チラリと視線をリリーとジェレマイアに向けると同じように困惑した様子を隠しきれず、険しい表情を浮かべていた。
イマノルたちが城壁から少し離れた場所に台車を止めて、大砲を設置している。その間、一度距離をとっていたらしい黒い魔物が再び近づいてきた。
リンゴとXは馬を走らせ、引きつけている。
リリー
「あの大砲で向かい撃つの?この前は当たらなかったのに当てられるの?」
ティアゴ
「なんで、こんなに鉱石がばら撒かれてるんだ…?」
大砲を運ぶ役は、イマノル、アルシア。昨日自分のことを引き止めていたローデリック
嫌な予感が駆け巡る。
大砲を設置したイマノルとアルシアは、袋の中からクリスタキューブを取り出し、それもバラまいた。
イマノル
「……あ〜あ。嫌な役目…あとで大目玉くらうなぁ……」
リンゴたちには聞こえないよう小声でイマノルは呟いた。
イマノルは消極的だった。出来るなら、この手段は使いたくなかった。その気持ちはアルシアも同じだったが今は時間が惜しい。
アルシア
「無駄口叩いてる暇があったら退散するわよ」
イマノルとアルシアは、門に向かって走り出す。
リンゴ
「終わったみたい」
リンゴはラゴステーキをありったけ、地面に置くと、Xと共に馬を走らせた。
大砲のところで止まると馬から降りた。
リンゴ
「ありがとう、、早く戻って」
イマノルが引き返してきて、二頭の手綱を持つと、馬を連れて戻った。
X
「きたわよ」
門が閉じるのと同時に、黒い魔物が走ってきた。
バーニス
「嘘でしょ、馬から降りちゃうの?!」
ジェレマイア
「接近されたら終わりなのに…」
動揺が走り城壁の上はザワザワとざわついた。
ーーきた……!
フェリックスはゴクリと唾を飲み込んで、筆頭魔銃師のティアゴの方向に向き直った。
フェリックス
「導師から伝言です!導師に近づいてきたら、一斉に魔物を射撃して動きを止めよ!とのことです。あとは全てこちらに任せるようにと!それから炎が上がったらできるだけ離れるように」
この時を待っていたかのようにフェリックスが声を張り上げた。
ティアゴ
「ちょっと待て…こんなに鉱石バラまいた状態でそんな事をしたら__!」
なにをしようとしているのか気づいたが遅すぎた。同時によくも今まで黙っていたなとフェリックスを睨みつけた。

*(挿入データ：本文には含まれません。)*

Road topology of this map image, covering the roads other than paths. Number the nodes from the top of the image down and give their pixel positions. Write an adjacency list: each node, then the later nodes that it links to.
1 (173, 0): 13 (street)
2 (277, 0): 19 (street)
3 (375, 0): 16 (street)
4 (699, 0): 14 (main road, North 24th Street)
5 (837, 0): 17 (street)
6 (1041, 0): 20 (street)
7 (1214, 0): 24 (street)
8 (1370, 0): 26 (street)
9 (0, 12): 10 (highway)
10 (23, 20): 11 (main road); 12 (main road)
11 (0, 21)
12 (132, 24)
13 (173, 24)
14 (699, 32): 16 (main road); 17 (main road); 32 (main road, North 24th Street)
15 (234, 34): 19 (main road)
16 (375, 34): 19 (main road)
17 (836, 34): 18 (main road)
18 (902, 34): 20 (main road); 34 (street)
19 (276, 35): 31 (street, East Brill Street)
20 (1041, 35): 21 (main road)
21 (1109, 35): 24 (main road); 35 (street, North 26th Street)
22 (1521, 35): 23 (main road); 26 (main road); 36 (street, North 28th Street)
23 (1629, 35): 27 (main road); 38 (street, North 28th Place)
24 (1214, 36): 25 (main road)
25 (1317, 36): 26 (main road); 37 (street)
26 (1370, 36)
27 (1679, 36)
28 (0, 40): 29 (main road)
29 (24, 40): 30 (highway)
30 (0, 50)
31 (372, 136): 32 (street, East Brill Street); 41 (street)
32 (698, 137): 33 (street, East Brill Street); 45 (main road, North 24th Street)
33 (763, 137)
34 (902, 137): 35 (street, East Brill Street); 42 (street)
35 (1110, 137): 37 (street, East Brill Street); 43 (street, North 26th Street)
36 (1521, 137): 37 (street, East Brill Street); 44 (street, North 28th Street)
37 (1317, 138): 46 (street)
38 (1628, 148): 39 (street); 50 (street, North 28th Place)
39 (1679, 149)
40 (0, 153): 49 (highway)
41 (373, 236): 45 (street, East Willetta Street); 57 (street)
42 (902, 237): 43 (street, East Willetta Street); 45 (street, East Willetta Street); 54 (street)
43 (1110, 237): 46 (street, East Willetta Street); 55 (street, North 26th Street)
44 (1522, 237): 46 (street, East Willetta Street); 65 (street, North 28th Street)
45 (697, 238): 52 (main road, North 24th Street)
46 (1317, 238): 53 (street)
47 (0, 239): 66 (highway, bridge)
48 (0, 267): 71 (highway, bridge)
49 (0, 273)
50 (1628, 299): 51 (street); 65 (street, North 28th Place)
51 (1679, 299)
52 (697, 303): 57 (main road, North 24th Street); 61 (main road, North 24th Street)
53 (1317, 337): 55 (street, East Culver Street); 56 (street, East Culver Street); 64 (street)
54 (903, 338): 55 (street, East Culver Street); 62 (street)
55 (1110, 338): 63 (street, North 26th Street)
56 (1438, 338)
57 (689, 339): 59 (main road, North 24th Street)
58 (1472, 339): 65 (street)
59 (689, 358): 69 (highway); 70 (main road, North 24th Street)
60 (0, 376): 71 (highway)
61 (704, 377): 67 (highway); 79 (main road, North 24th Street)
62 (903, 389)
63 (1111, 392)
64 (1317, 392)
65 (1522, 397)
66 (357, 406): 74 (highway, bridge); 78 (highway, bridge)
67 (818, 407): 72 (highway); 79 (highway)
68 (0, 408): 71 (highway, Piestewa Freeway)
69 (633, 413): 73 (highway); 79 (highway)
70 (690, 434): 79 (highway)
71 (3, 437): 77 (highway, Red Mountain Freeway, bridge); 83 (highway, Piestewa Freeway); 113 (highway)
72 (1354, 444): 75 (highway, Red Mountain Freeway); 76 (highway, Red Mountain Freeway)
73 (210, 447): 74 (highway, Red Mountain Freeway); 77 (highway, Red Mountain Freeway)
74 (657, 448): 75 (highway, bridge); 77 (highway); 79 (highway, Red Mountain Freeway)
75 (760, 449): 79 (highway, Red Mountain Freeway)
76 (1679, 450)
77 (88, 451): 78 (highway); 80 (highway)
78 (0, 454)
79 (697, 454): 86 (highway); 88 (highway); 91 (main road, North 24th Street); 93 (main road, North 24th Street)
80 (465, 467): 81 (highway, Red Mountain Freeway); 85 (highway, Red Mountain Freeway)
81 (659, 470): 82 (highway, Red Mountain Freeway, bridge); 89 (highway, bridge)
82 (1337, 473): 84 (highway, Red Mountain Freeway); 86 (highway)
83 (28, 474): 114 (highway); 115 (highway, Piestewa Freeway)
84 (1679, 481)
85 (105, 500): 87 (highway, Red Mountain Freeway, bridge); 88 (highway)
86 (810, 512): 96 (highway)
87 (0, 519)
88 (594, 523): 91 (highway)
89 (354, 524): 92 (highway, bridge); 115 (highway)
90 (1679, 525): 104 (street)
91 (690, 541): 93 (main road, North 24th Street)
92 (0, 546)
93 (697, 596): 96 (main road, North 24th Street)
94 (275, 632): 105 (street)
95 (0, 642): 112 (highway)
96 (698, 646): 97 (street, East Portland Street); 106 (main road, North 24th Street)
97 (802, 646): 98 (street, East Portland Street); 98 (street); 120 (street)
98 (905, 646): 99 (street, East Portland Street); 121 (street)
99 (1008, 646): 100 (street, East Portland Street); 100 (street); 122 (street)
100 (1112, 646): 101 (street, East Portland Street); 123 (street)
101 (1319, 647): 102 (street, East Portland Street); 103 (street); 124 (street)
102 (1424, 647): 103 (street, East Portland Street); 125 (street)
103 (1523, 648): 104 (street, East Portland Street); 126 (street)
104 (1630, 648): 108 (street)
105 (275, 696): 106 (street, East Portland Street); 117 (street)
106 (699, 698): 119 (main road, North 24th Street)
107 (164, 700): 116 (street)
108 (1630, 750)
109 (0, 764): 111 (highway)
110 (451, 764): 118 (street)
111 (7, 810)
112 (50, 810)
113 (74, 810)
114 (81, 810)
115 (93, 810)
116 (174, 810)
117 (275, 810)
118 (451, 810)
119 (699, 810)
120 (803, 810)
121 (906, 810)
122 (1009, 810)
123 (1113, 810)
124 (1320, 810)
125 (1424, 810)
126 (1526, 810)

ティアゴの睨みにフェリックスはビクリと身体を震わせた。
山岳兵団ではティムが同じ伝言を皆に伝え、
騎士隊ではエドモンドが伝えていた。
電撃のように、皆に衝撃が走る。
リリー
「___これ、たぶん一発勝負…!成功しても失敗しても、最後の一回」
リリーも察したらしいが、もう誰にも止められない。
ティアゴは拳を握りしめた。考える時間はない。
ティアゴ
「構え!!!よく狙え!!!」
ティアゴの声が遠くから聞こえる。これが、最後に聞く声かもしれない。
リンゴ
「…Xさん、怖くないんですか?」
遠くから自分たちを襲いに魔物が迫ってくるとは思えないほどリンゴは穏やかに聞いた。
X
「私は、十分生きたし。子供はみんな成人して、結婚したし、思い残すことはないわーリンゴちゃんこそ、心残り多そう」
Xも落ち着いた様子で答えた。二人にはまだそこまで緊張感はない。
リンゴ
「ガラちゃんと親友になれたから、やりたいことは出来たと思います」
X
「最後かもしれないから聞いてもいい?」
リンゴ
「なんでしょう?」
X
「ティアゴと、深い関係になっちゃったの?」
リンゴは驚いた顔をしてXを見つめ、悲しそうに笑った。
「セシリアが産まれたあとに…でも、ヴェルンヘルが王位につく前に別れました。だから短い期間だけです…Xさん、知ってて写真くれたんじゃないんですか?いずれ、私達が別れるから」
X「詳細は知らなかったけどなんとなく察してたわよ…二人の雰囲気、あの頃違かったから…写真はね、二人は一緒にはなれない、それが可哀想だなって思っちゃったのよ。そんな事、思ったらダメなんだろうけど」
(やっぱり最後まで手を出してたかーあの男)
リンゴ
「写真は肌身離さず御守り代わりに持っています。これで死ぬのは怖くありません」
写真が入っている内ポケットのあたりを上着の上から手を添える。
X
「ティアゴは愛されてるわね…」
リンゴ
「ティアゴ君は、ずっと私の味方でいてくれた人ですから。」
だから、守りたい。
いつも、自分を守ってくれたように、今度は自分が守りたい。
X
「____さあ、やるわよ。失敗したら、後ろにいる人たちみんなそのうち食われるからね」
リンゴ
「はい!!よろしくお願いします!」
今までこちらの攻撃を避けてきたからか、黒い魔物は臆することなく突っ込んでくる。
速度をあげて、Xとリンゴに猛然と向かってきた。
ティアゴ
「放て!!」
掛け声と共に、放たれた攻撃に、黒い魔物はジャンプした。
リンゴはそれを待っていたかのように大砲の筒の向きを上にかえて、上空に浮いたところに、砲撃した。
砲撃の音が響き渡り、黒い魔物に命中した。
黒い魔物は唸り声をあげながら、炎に包まれていく。
落下していく場所にはXたちがいる。
リンゴ
「ごめんね、ここからが本番なの!」
本命の、攻撃は、砲撃ではなかった。
リンゴは自分たちの周りに大量に置かれたクリスタキューブに向けて、力を解放した。
ドォォォォ
爆発音と共に、地響きが鳴り響き、城壁に炎が迫ろうとしていたが、水魔法で炎ははじき返された。
リリーは呆然と荒野を見つめていた。
辺り一面炎に包まれていた。
あとがき
ティアゴがいつも捨てていくクリスタキューブ
使い方をずっと考えていて、こういう時に使うものなんじゃないかな?と想像して使いました。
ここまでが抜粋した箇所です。